Changeons donc d’objet, et travaillons à soulever quelque objet lourd au moyen d’un coin. Il est clair que l’objet lourd est difficile à séparer du plancher, et que le coin va nous y aider. Il est clair aussi que l’analogie entre le coin et le couteau sera aperçue par l’enfant. Mais qu’est-ce qu’un coin ? C’est une pente ; quand j’enfonce le coin, l’objet lourd monte le long d’une pente. L’analogie de la pente du coin avec une route en pente est déjà difficile à saisir, parce que la route est immobile, tandis que le coin est en mouvement. Aussi serait-il bon que j’aie quelque coin de bois assez long, qui fasse comme une route en pente, et une petite voiture qui puisse y rouler. Si je pousse la voiture, le coin restant fixe, la voiture montera ; mais si je pousse le coin, la voiture restant fixe, il est clair que la voiture montera encore ; je dis les choses sans art ; la voiture n’est pas fixe absolument puisqu’elle monte ; mais avec vos deux mains, et sans paroles, vous ferez une expérience très claire, et l’enfant y prendra une importante notion.

Nous voilà arrivés au plan incliné, comme machine à élever les fardeaux. Et je pose le problème suivant. Une voiture après avoir fait un kilomètre sur une route inclinée, s’est élevée de deux mètres ; serait-il aussi facile de l’élever de deux mètres verticalement, en tirant sur un câble ? on voit bien tout de suite que non ; mais on peut essayer ; avec une petite voiture d’une demi-livre la différence sera sensible aux doigts. Nous touchons à de profondes théories, que l’enfant pourra commencer à entrevoir, si l’on fait varier la pente, et ainsi le chemin parcouru, car tout le monde sait qu’une route qui monte de deux mètres sur une longueur moindre donne plus de peine au cheval, mais qu’il tire alors moins longtemps ; il ne s’agit que d’amener ces notions à une plus grande clarté.

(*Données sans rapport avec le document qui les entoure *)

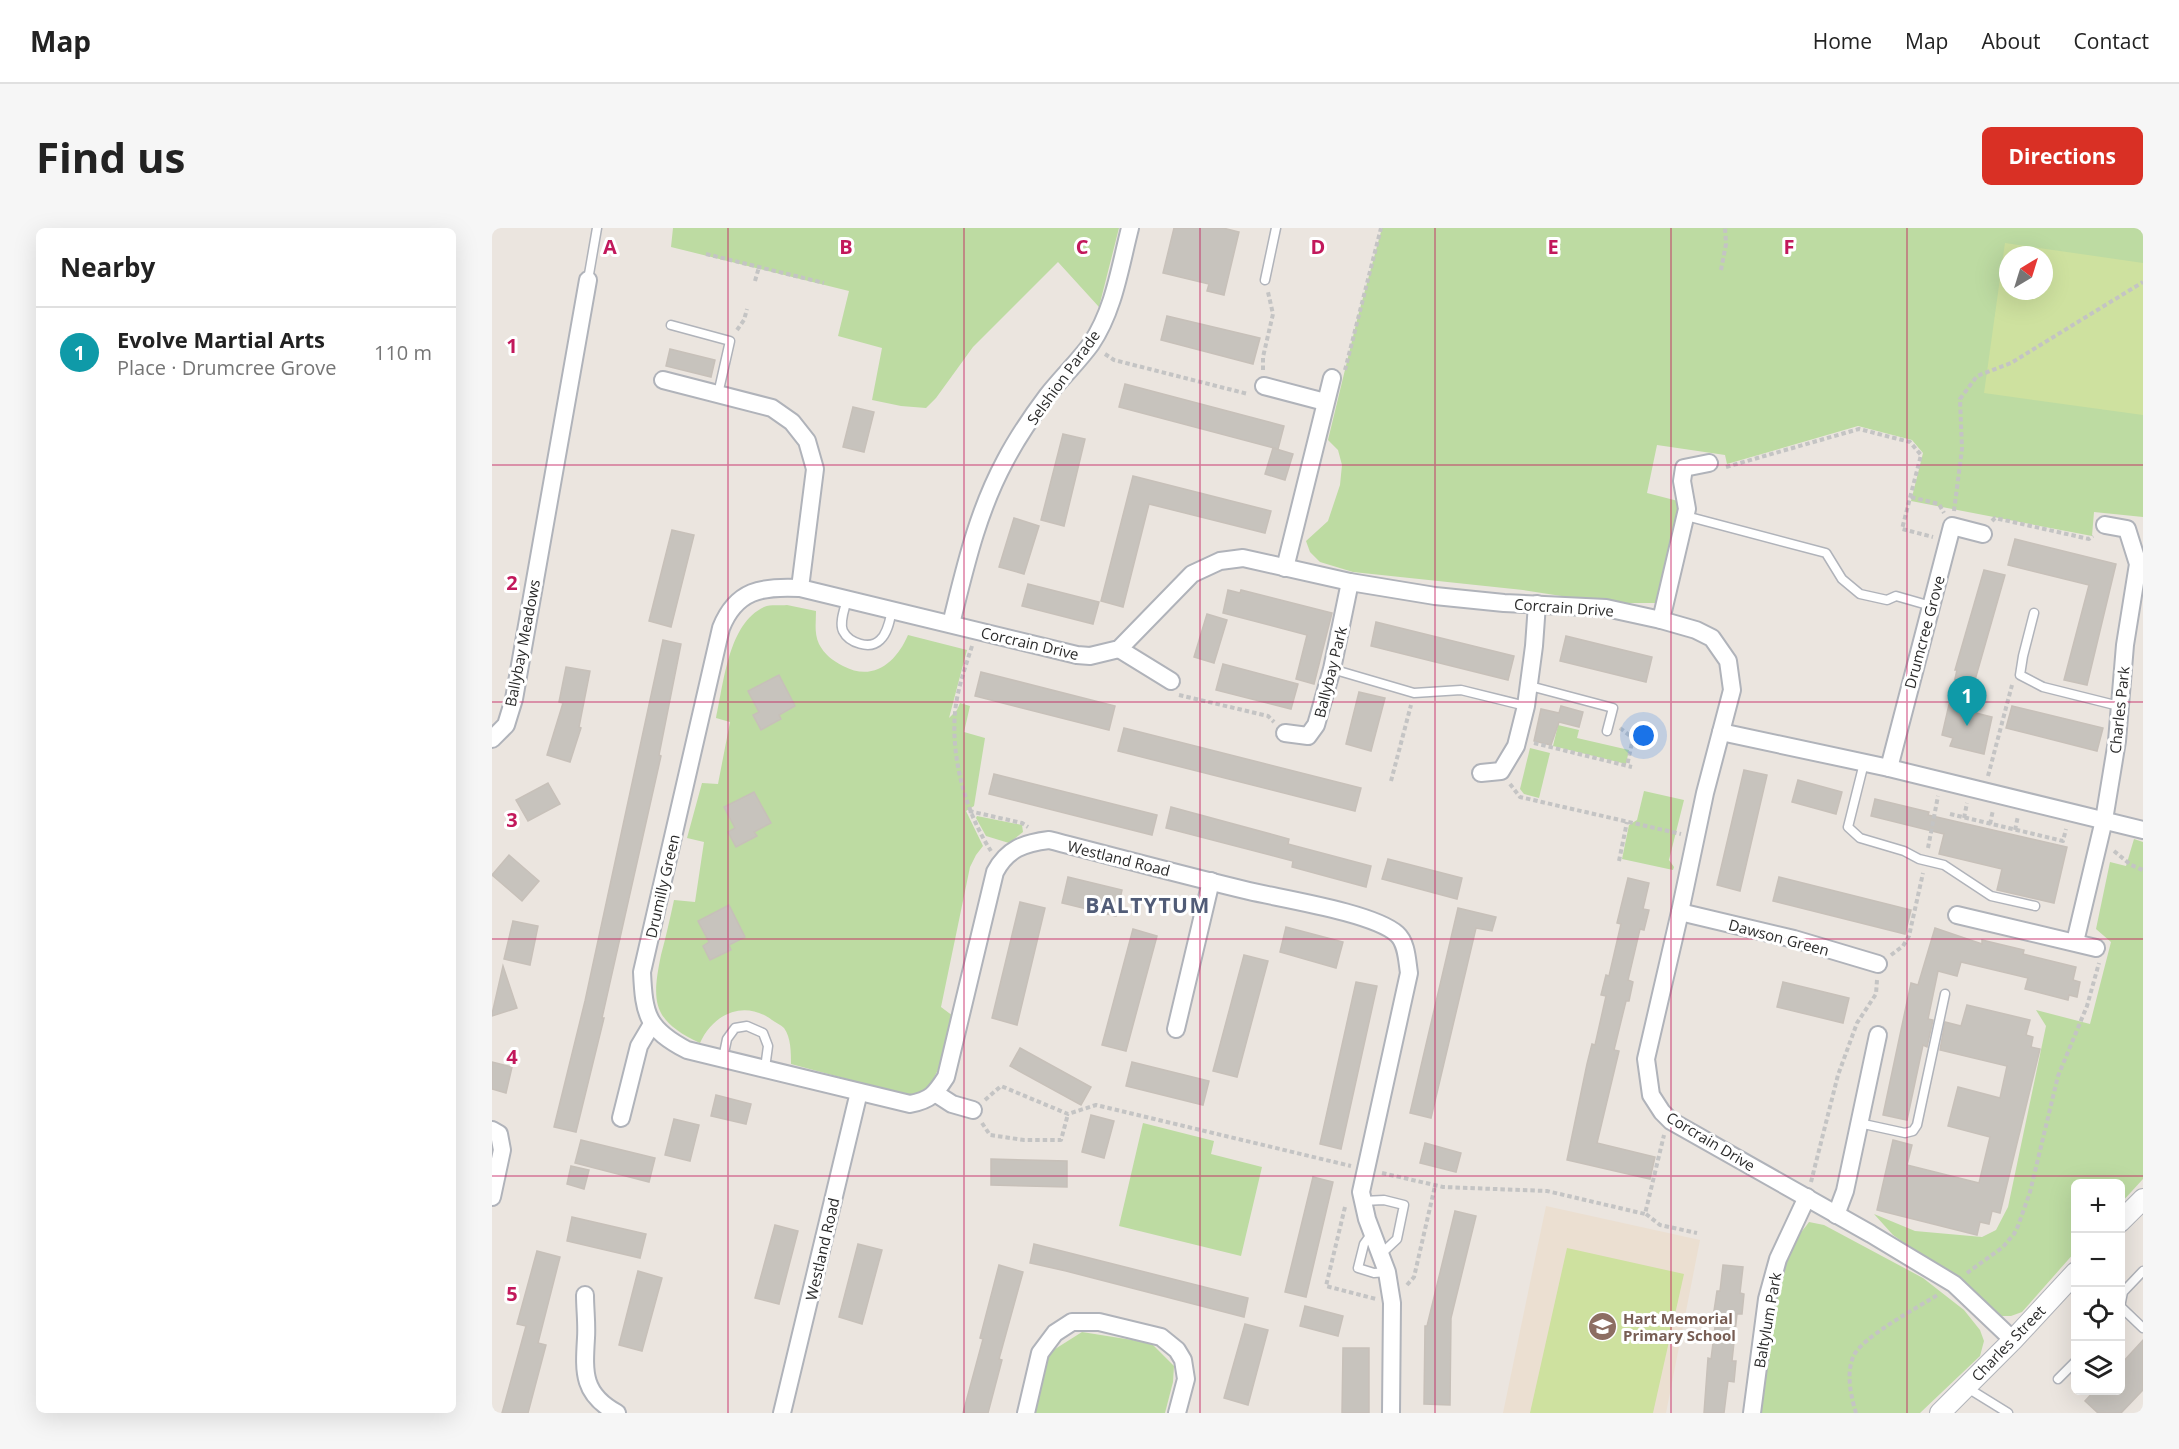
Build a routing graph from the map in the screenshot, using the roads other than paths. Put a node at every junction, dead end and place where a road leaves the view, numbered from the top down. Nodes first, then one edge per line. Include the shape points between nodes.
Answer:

Sans le pousser trop loin de ce côté-là, je reviens au coin d’abord, qui est plus ou moins difficile à pousser selon que la pente est plus ou moins rapide ; et au couteau, qui n’est qu’une espèce de coin, employé pour séparer les parties du bois, et un coin à pente douce. D’où nous viendrons aussi à parler du clou, qui est une espèce de coin aussi, la pointe n’étant qu’une pente de tous les côtés. Cette analogie n’est pas seulement bonne à considérer pour les enfants, et nous touchons ici aux plus funestes erreurs de l’esprit grossier, j’entends qui n’analyse point. Car, quand il a dit en riant que si le clou entre dans le bois c’est qu’il est plus dur que le bois, il se croit très fort ; mais il n’en est pourtant qu’à la « vertu dormitive » dont beaucoup se moquent, dont peu se gardent autant qu’il faudrait.